Top of Dataset content

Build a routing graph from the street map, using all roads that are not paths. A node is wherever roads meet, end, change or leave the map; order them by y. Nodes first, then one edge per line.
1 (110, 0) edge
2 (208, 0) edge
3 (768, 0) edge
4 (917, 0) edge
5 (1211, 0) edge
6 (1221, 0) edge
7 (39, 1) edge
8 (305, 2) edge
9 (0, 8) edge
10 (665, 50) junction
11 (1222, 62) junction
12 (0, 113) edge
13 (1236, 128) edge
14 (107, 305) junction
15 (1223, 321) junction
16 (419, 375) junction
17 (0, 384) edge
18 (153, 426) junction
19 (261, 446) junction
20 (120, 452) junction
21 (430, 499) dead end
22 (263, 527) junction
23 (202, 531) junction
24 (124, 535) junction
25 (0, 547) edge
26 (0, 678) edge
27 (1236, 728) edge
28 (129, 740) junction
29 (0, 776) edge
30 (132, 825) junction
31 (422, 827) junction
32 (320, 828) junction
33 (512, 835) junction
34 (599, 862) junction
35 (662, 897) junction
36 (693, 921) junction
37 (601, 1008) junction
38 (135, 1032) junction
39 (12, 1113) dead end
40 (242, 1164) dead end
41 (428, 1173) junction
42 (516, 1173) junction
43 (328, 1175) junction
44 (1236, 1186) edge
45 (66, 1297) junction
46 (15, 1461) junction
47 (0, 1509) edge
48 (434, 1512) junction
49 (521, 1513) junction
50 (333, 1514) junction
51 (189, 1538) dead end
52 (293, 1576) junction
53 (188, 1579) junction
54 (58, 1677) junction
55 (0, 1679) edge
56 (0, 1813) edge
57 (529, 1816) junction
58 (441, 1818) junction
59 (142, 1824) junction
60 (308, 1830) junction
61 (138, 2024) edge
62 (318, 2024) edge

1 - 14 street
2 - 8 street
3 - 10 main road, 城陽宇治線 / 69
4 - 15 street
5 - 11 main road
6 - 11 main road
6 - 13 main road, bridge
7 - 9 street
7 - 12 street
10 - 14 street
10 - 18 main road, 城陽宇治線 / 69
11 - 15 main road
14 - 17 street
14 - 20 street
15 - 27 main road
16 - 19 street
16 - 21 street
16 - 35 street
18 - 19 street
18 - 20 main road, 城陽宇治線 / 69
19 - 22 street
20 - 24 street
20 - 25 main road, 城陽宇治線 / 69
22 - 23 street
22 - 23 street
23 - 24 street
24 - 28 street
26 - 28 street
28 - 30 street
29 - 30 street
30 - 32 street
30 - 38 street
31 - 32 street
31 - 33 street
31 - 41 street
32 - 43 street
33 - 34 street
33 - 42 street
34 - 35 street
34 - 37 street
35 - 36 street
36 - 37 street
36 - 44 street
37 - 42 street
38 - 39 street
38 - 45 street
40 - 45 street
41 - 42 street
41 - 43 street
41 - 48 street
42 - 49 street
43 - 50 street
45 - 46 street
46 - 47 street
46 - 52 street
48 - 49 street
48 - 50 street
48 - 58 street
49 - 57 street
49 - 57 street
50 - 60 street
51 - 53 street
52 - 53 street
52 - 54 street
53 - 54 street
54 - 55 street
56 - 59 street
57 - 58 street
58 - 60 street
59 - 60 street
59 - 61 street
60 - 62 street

Bottom of Dataset content

** About this exercise **
Could you write out all the entries exactly as given?

** Solution **
Build a routing graph from the street map, using all roads that are not paths. A node is wherever roads meet, end, change or leave the map; order them by y. Nodes first, then one edge per line.
1 (110, 0) edge
2 (208, 0) edge
3 (768, 0) edge
4 (917, 0) edge
5 (1211, 0) edge
6 (1221, 0) edge
7 (39, 1) edge
8 (305, 2) edge
9 (0, 8) edge
10 (665, 50) junction
11 (1222, 62) junction
12 (0, 113) edge
13 (1236, 128) edge
14 (107, 305) junction
15 (1223, 321) junction
16 (419, 375) junction
17 (0, 384) edge
18 (153, 426) junction
19 (261, 446) junction
20 (120, 452) junction
21 (430, 499) dead end
22 (263, 527) junction
23 (202, 531) junction
24 (124, 535) junction
25 (0, 547) edge
26 (0, 678) edge
27 (1236, 728) edge
28 (129, 740) junction
29 (0, 776) edge
30 (132, 825) junction
31 (422, 827) junction
32 (320, 828) junction
33 (512, 835) junction
34 (599, 862) junction
35 (662, 897) junction
36 (693, 921) junction
37 (601, 1008) junction
38 (135, 1032) junction
39 (12, 1113) dead end
40 (242, 1164) dead end
41 (428, 1173) junction
42 (516, 1173) junction
43 (328, 1175) junction
44 (1236, 1186) edge
45 (66, 1297) junction
46 (15, 1461) junction
47 (0, 1509) edge
48 (434, 1512) junction
49 (521, 1513) junction
50 (333, 1514) junction
51 (189, 1538) dead end
52 (293, 1576) junction
53 (188, 1579) junction
54 (58, 1677) junction
55 (0, 1679) edge
56 (0, 1813) edge
57 (529, 1816) junction
58 (441, 1818) junction
59 (142, 1824) junction
60 (308, 1830) junction
61 (138, 2024) edge
62 (318, 2024) edge

1 - 14 street
2 - 8 street
3 - 10 main road, 城陽宇治線 / 69
4 - 15 street
5 - 11 main road
6 - 11 main road
6 - 13 main road, bridge
7 - 9 street
7 - 12 street
10 - 14 street
10 - 18 main road, 城陽宇治線 / 69
11 - 15 main road
14 - 17 street
14 - 20 street
15 - 27 main road
16 - 19 street
16 - 21 street
16 - 35 street
18 - 19 street
18 - 20 main road, 城陽宇治線 / 69
19 - 22 street
20 - 24 street
20 - 25 main road, 城陽宇治線 / 69
22 - 23 street
22 - 23 street
23 - 24 street
24 - 28 street
26 - 28 street
28 - 30 street
29 - 30 street
30 - 32 street
30 - 38 street
31 - 32 street
31 - 33 street
31 - 41 street
32 - 43 street
33 - 34 street
33 - 42 street
34 - 35 street
34 - 37 street
35 - 36 street
36 - 37 street
36 - 44 street
37 - 42 street
38 - 39 street
38 - 45 street
40 - 45 street
41 - 42 street
41 - 43 street
41 - 48 street
42 - 49 street
43 - 50 street
45 - 46 street
46 - 47 street
46 - 52 street
48 - 49 street
48 - 50 street
48 - 58 street
49 - 57 street
49 - 57 street
50 - 60 street
51 - 53 street
52 - 53 street
52 - 54 street
53 - 54 street
54 - 55 street
56 - 59 street
57 - 58 street
58 - 60 street
59 - 60 street
59 - 61 street
60 - 62 street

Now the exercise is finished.